By substituting all rock electrical parameter calculation models back into Equation (13), we obtain the three-water differential parallel conduction model suitable for low-permeability tight gas reservoirs in a specific area of the South China Sea.
7. Conclusions
This study addresses the limitations of current saturation models and the challenge of determining model parameters by constructing a three-water differential parallel conduction saturation model. The new model was used to evaluate low-permeability tight sandstone reservoirs in the South China Sea region, producing positive results and confirming the model’s advantages in accurately assessing logging in low-permeability tight oil and gas reservoirs with complex pore structures.
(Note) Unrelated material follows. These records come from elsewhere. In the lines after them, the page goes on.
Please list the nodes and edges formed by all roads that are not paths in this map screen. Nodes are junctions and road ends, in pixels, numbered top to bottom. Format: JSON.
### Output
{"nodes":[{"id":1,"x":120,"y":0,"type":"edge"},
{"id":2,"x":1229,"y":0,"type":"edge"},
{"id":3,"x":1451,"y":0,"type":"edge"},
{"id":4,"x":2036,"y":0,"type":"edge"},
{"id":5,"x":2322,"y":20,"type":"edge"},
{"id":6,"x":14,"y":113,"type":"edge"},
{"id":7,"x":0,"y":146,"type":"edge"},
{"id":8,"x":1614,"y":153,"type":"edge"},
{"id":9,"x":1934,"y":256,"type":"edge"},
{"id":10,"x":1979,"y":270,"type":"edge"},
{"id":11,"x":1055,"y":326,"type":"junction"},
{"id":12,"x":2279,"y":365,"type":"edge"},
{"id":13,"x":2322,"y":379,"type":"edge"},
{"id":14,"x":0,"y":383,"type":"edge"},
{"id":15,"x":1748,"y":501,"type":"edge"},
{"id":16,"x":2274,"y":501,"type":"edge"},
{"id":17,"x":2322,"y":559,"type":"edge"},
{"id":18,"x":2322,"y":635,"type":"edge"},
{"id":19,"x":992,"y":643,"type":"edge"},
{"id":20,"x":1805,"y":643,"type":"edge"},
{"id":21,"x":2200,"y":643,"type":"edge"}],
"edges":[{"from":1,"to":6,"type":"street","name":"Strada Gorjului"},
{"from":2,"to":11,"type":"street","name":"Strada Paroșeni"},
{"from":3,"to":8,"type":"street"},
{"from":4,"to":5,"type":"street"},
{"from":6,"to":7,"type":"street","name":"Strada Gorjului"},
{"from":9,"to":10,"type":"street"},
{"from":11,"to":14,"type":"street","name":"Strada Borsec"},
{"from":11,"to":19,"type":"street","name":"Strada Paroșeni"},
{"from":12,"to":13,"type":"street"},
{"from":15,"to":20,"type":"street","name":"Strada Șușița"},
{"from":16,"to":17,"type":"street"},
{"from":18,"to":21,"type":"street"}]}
(1) This study provides a new understanding of fluid occurrence states in low-permeability sandstone reservoirs based on comprehensive results from multi-level centrifugal force nuclear magnetic resonance experiments and visualization simulations. It proposes three types of formation water occurrence: strongly bound water, weakly bound water, and free water. Through the calibration of centrifugal nuclear magnetic experiments, the quantitative evaluation of the three water components in the South China Sea region was enabled;
(2) Using rock electrical experiment data, this study explores the relationship between water-saturated rock conductivity and three-water saturation, and it reveals that the three types of formation water demonstrate variations in their electrical conduction contributions. Specifically, it finds that rock conductivity decreases as the saturation of strongly bound and weakly bound water increases, while the saturation of free water determines the size of rock conductivity. Additionally, the conductivity of low-permeability tight sandstone reservoirs is influenced by both the bound water saturation and the absolute content of conductive formation water. The traditional belief that high-bound water saturation corresponds to high conductivity does not apply to low-permeability tight sandstone reservoirs;
(3) Expanding on the knowledge of fluid occurrence states and electrical conduction properties in low-permeability tight sandstone reservoirs, the cementation index term ϕm′ was introduced to account for the variations in the electrical properties of the three types of pores. This study ultimately suggests a three-water differential parallel conduction saturation model that is well-suited for a detailed quantitative assessment of logging saturation in low-permeability tight sandstone reservoirs;
(4) This study presents an innovative method for determining saturation model parameters through the inverse solving of rock electrical experiment data. It reveals that the overall cementation index (m) of the core resembles the joint contribution of the cementation indexes of the three types of pores, and the contribution weights of the three types of pore cementation indexes to the overall core cementation index vary. As rock properties improve, the four cementation indexes exhibit an overall increasing trend. Additionally, for a single core, the overall cementation index is the highest, followed by the cementation index of pore throats containing strongly bound water and the lowest for the pore throats with free water.